Are Mainland Chinese becoming anti-Semitic?

The question arises because one of the hottest books in China is Song Hongbing’s Currency Wars. According to Song, the owners of international capital create financial crises, start wars, degrade the environment, and control the world. These financiers are responsible for the defeat of Napoleon, the deaths of half a dozen American presidents, the rise of Hitler, and the Asian Financial Crisis of 1997. All of this, Song contends, is ultimately tied back to the Rothschilds. Worrying theory, no?

“The Chinese people think that the Jews are smart and rich, so we should learn from them,” says the American-educated Song. “Even me, I think they are really smart, maybe the smartest people on earth.” That perception helps explain why there are an estimated 200,000 copies of the book, published by a commercial arm of the Chinese government, and another 400,000 pirated versions floating around the Mainland today. Worse, senior leaders in Beijing are lapping up Song’s theories.

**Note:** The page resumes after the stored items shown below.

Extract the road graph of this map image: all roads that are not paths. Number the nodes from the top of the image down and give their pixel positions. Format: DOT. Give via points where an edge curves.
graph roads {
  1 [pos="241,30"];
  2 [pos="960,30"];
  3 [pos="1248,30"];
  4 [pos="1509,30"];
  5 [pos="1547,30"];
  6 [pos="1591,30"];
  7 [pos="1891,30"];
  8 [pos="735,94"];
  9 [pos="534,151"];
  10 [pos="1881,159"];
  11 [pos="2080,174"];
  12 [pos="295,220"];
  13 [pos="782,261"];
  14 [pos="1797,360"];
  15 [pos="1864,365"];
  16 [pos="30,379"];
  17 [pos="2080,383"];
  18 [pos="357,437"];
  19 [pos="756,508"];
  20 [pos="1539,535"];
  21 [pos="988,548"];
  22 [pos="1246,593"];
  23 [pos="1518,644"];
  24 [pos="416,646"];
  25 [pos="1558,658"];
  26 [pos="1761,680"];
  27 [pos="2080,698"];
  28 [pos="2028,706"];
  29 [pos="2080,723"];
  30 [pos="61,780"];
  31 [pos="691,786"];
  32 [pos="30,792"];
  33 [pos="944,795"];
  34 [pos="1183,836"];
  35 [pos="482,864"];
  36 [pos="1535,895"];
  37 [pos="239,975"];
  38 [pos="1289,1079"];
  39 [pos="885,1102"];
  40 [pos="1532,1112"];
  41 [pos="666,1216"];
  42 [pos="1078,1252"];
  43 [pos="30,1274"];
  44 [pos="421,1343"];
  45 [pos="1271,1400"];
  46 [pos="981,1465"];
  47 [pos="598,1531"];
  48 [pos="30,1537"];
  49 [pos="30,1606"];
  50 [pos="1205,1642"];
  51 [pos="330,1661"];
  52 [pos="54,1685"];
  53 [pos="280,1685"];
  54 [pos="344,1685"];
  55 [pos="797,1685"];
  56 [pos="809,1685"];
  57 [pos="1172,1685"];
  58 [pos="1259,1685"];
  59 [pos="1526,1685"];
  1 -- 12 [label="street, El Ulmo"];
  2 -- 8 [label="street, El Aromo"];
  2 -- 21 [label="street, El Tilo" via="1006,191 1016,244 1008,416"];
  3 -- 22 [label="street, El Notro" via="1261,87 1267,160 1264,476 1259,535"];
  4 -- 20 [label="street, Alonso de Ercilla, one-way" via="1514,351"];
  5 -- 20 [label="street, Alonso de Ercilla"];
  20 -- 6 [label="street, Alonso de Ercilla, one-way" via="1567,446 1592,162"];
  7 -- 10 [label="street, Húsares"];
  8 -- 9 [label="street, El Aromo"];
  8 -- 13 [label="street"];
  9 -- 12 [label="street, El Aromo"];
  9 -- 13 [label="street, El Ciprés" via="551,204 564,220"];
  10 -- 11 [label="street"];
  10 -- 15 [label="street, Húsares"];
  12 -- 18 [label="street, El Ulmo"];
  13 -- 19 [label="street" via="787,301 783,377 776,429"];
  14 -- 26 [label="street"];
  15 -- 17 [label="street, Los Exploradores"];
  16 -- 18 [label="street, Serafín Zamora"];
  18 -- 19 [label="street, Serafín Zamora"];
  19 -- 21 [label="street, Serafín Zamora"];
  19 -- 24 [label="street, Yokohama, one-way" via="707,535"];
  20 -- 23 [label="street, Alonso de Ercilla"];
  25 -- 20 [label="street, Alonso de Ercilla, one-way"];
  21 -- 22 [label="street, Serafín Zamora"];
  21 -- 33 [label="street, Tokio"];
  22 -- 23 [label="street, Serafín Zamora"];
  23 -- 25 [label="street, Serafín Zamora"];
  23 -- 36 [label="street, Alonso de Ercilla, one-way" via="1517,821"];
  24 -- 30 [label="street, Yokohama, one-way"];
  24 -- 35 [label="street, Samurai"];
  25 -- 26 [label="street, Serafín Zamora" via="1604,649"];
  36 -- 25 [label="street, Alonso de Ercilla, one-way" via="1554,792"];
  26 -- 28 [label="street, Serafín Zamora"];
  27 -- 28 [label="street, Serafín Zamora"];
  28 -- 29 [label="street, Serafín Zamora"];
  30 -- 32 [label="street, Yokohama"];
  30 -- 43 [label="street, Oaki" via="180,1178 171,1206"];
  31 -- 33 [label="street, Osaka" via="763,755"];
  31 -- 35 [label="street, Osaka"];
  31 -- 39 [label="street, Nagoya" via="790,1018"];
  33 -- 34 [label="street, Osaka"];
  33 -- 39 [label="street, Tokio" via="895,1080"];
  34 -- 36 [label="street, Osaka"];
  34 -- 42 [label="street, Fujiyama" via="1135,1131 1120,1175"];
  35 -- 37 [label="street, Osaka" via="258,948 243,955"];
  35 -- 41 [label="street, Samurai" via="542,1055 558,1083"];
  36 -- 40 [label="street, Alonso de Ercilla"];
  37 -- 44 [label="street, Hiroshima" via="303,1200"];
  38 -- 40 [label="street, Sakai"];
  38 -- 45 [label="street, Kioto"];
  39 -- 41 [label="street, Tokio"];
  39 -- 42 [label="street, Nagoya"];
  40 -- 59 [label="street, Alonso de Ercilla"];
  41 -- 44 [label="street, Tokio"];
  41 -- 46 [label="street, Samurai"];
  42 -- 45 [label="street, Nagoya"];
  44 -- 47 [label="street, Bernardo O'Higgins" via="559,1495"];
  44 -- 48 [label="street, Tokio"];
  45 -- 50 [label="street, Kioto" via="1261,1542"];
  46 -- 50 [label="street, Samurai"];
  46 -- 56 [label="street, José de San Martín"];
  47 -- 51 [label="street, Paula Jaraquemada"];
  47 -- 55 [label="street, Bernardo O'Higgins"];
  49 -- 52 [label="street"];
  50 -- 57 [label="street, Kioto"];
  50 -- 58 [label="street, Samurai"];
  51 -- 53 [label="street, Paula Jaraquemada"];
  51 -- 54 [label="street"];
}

China’s Communist Party has long persecuted the few Jews in the Mainland, but that was part of a broader effort to eradicate religion. Today, Christians and the Buddhist-inspired Falun Gong bear the brunt of Beijing’s wrath. Most analysts note the lack of an anti-Semitic tradition in Chinese history and a strong admiration for Jewish culture and accomplishment, as Song’s own words reveal. Shalom Salomon Wald, author of China and the Jewish People, believes that the Chinese find common cause with the Jews, as both of them were the subject of persecution. Moreover, most sons and daughters of the Yellow Emperor admire other peoples with old cultures, and many Chinese perceive that the two oldest belong to them and the descendants of Abraham.

Even with these mitigating factors taken into account, Song’s book (which manages to be zany and offensive at the same time) is a manifestation of a worrying trend. Many Chinese at this moment perceive that others are conspiring to contain their nation’s rise. Song, after all, has written a self-help manual to deal with American efforts to force a revaluation of the renminbi, the Chinese currency. Chinese nationalism has turned especially ugly in recent years, and any conspiracy theory—even ones not grounded in malice—could be used to justify the most reprehensible conduct.

“The Chinese believe the Jews are a big people. It makes no sense to tell them we’re not,” says Wald. “It also doesn’t help to tell them this is anti-Semitic.” He may be correct, but it is perfectly logical to tell the Chinese that they shouldn’t adopt crank theories of history—and they should stop blaming other peoples, including ones they may otherwise admire.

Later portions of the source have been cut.